The Season in review


Once the bait fish returned to the Minch the waters were finally full of life again. How wonderful to see some familiar Risso's return (ID'd by their fin markings) and see them traveling with new offspring. It is also truly remarkable how whales strictly follow their food source and are back almost to the day when the fish arrive. There obviously are whales in a bit early sometimes and some might stay longer than others, but the sight of 10+ Minke whales feeding and seeing them getting fatter and stronger is a delight for all observers. 

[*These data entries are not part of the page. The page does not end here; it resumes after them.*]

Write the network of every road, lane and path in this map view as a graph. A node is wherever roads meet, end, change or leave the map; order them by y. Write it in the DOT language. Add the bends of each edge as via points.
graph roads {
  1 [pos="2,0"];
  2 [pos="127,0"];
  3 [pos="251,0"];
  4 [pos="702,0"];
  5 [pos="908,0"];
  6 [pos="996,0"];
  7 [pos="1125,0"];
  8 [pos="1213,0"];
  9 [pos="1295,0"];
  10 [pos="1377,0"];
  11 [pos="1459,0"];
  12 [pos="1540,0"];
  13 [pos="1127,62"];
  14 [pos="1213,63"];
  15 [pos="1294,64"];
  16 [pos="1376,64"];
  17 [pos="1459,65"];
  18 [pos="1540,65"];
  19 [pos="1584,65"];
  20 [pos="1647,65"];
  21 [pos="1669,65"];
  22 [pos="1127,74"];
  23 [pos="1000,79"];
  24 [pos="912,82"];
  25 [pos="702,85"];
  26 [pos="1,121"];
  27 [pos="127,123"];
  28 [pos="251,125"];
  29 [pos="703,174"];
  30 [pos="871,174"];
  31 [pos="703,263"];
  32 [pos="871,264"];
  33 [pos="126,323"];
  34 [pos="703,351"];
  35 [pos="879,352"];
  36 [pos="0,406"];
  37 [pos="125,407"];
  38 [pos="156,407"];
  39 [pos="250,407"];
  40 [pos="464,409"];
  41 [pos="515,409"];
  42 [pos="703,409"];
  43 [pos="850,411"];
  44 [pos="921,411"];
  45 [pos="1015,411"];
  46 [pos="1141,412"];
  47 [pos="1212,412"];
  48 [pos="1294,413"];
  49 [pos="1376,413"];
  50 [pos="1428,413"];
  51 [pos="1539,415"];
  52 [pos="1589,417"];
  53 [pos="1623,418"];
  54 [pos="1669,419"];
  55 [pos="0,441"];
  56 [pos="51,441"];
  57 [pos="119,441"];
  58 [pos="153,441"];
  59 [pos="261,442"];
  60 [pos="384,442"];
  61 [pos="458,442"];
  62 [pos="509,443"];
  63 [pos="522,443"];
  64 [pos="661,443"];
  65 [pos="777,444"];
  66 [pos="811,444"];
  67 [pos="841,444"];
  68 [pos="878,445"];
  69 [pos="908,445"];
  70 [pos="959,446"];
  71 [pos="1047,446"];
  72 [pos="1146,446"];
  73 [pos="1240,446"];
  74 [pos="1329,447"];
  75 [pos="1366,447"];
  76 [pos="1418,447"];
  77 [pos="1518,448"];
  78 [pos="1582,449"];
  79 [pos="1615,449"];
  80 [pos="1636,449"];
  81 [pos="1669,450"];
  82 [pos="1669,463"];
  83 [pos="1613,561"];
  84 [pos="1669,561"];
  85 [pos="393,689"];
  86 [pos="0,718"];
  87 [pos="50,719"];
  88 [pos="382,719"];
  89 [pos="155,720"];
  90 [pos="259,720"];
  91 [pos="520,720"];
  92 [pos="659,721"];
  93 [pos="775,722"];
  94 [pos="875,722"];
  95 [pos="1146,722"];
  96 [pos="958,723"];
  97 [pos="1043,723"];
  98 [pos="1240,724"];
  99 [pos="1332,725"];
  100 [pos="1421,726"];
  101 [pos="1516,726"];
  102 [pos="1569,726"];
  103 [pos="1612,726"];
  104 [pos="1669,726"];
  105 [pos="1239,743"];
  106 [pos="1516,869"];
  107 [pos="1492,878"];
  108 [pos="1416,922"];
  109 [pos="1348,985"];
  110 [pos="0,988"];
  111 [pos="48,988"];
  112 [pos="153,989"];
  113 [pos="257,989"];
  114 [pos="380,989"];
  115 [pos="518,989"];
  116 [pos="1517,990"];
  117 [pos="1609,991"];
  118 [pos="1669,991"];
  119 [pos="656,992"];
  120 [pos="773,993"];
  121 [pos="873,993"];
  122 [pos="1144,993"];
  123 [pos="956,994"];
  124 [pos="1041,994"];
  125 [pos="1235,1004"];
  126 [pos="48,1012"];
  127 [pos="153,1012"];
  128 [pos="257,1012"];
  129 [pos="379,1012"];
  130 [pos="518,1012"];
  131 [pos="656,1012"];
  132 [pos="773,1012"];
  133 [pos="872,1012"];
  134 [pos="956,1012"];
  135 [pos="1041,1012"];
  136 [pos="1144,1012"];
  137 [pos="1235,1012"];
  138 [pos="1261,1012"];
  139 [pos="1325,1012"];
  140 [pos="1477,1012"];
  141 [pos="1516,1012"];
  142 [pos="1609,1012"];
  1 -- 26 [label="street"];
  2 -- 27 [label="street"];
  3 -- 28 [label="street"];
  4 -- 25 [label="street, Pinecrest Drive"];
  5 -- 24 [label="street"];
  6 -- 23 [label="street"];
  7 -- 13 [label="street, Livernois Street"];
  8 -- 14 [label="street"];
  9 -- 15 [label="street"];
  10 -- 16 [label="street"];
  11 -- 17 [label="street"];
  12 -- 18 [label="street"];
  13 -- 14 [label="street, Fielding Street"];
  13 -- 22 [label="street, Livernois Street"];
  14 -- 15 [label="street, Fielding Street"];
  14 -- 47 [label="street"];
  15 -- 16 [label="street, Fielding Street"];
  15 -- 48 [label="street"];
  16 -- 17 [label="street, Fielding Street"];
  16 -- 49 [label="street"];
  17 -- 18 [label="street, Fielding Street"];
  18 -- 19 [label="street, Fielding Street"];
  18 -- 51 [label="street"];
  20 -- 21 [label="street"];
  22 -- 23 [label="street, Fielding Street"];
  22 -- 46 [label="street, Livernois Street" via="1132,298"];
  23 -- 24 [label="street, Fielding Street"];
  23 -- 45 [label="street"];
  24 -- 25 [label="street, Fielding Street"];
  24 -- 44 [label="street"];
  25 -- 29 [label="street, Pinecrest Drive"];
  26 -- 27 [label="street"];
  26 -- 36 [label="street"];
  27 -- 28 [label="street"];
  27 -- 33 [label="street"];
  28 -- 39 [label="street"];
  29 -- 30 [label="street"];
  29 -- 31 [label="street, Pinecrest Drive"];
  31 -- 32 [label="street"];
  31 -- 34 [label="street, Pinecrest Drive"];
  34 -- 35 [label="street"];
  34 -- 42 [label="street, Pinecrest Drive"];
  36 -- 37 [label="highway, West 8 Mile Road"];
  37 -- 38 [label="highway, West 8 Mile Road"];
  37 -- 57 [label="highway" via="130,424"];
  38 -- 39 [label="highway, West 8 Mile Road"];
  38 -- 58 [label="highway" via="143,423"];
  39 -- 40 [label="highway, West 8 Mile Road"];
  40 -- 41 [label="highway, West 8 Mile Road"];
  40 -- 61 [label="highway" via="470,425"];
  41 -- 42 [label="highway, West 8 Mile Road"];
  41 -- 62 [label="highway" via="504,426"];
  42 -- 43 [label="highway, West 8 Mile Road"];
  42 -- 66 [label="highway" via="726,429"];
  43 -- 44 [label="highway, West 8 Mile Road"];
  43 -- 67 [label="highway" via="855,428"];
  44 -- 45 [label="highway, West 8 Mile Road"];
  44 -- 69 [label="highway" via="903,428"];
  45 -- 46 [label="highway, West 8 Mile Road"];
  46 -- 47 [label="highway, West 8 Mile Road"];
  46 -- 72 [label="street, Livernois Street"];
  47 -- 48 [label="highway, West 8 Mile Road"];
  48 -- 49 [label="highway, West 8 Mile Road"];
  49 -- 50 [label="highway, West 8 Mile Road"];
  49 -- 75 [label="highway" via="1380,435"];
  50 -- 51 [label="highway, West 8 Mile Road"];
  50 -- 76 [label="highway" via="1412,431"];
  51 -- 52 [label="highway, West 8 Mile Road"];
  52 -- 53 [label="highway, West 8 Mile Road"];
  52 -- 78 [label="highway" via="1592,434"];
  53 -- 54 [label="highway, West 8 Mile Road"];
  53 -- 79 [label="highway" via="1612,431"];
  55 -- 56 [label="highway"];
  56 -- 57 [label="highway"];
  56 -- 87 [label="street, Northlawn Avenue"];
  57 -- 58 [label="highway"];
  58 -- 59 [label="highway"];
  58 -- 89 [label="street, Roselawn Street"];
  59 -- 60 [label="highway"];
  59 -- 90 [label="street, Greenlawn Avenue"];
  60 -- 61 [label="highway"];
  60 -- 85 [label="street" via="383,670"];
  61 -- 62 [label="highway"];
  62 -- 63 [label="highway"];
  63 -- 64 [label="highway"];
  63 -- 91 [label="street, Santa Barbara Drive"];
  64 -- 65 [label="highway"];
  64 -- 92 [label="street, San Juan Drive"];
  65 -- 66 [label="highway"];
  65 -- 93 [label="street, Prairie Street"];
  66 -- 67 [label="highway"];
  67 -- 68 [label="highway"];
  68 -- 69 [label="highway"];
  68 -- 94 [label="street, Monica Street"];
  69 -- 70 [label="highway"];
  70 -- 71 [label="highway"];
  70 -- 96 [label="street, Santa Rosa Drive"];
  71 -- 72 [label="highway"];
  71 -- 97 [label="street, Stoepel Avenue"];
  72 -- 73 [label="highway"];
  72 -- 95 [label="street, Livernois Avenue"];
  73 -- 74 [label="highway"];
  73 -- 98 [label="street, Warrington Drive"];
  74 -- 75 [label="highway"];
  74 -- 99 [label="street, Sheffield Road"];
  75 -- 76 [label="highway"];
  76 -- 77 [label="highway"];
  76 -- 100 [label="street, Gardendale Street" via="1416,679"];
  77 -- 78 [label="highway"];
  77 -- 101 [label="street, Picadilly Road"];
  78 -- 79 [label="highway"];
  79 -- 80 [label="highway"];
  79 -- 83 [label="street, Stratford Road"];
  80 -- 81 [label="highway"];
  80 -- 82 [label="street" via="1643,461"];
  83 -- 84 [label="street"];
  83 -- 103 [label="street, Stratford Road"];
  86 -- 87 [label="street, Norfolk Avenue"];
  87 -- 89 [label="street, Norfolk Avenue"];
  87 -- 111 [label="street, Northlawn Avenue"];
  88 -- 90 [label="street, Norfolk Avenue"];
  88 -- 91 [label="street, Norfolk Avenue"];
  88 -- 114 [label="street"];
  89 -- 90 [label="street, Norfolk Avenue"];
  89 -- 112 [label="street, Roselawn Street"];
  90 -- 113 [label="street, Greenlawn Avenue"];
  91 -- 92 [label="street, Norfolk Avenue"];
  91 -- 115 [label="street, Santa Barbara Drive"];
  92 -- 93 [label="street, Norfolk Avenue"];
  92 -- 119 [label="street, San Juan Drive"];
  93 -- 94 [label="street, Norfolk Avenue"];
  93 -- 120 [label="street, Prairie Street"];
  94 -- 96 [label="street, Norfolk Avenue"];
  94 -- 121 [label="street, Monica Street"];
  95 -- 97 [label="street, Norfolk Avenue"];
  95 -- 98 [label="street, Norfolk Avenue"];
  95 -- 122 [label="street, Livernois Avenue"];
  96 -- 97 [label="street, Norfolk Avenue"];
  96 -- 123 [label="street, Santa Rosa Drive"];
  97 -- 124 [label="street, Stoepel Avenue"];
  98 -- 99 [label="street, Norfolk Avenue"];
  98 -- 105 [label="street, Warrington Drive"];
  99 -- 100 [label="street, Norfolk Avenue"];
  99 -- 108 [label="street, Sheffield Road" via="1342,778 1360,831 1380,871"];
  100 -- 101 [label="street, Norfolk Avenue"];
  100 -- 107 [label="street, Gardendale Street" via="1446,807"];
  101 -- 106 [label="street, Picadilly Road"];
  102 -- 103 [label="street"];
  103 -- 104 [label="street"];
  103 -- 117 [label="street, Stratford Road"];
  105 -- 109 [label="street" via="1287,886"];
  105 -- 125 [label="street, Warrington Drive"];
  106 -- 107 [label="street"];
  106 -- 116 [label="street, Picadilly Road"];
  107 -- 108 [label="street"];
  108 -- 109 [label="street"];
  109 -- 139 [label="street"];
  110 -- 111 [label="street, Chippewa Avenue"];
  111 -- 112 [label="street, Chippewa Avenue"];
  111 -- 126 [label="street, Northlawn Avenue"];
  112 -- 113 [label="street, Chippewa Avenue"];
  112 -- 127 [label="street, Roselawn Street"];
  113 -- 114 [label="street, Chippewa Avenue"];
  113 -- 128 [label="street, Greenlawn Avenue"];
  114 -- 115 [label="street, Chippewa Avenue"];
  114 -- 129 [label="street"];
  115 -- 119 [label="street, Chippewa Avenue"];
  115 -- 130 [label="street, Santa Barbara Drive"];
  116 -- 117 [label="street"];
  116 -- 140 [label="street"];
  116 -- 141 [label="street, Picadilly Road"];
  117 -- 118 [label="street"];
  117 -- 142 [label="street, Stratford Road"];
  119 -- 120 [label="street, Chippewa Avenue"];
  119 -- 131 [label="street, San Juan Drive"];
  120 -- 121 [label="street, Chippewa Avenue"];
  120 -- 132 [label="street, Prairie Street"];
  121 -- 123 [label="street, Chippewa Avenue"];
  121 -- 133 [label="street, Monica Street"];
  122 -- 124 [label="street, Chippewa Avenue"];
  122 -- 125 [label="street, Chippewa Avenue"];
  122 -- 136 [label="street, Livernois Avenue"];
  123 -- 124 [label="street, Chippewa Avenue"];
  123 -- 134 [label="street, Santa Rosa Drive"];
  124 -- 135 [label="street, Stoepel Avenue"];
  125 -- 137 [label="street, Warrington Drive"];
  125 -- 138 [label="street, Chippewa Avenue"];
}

During our prime season we had some amazing encounters with whales and dolphins alike. As for common dolphins it's quite usual that they would come close to the boat and play in our bow wave. Whereas Minke whales can be curious it usually only happens maybe 1 or 2 times a year that Minkes would come close. This season we had several close encounters that were totally on the whales terms.

Sometimes we get asked if weather affects the whales, as well as what they are doing and how active they are. There is not a clear "Yes" or "No" to this first question. It tends to affect their prey more than the whales themselves. Herring for example will tend to stay in deeper water on a really bright day and come up during dusk and dawn and sometimes the night hours, which means that whales therefore might also be more actively feeding during these times as well. 

Why do we like calm bright days then? Well because weather affects us visually and whales are just easier to detect on calmer days. So while the whales might not be as active, they may just be easier to find for the human eye. So when we went out on one really foggy day, soon our passengers were a bit disheartened to look for whales. We knew that there were plenty of whales out there to be found, so what we did was stop the engine and use our senses of hearing and smell. Totally in awe, our guests couldn't believe the amount of whale blows we could hear around us. Out of the fog one became louder and louder, until we had a Minke rubbing it's back on our keel! It took turns swimming beside us and turning upside down! What a sight! We were all beyond happy and it showed that using our different senses, not just sight, can be very important to use if searching for whales.

On another day we sailed passed the Shiants and there we detected the somewhat rotten fish/oily smell of a Minke whale's breath. Guests were again delighted to find a whale using a sense they didn't think would help them finding a whale one day. As a guide it's these days that make working with whales and our guests so special and proves the point of using all your senses!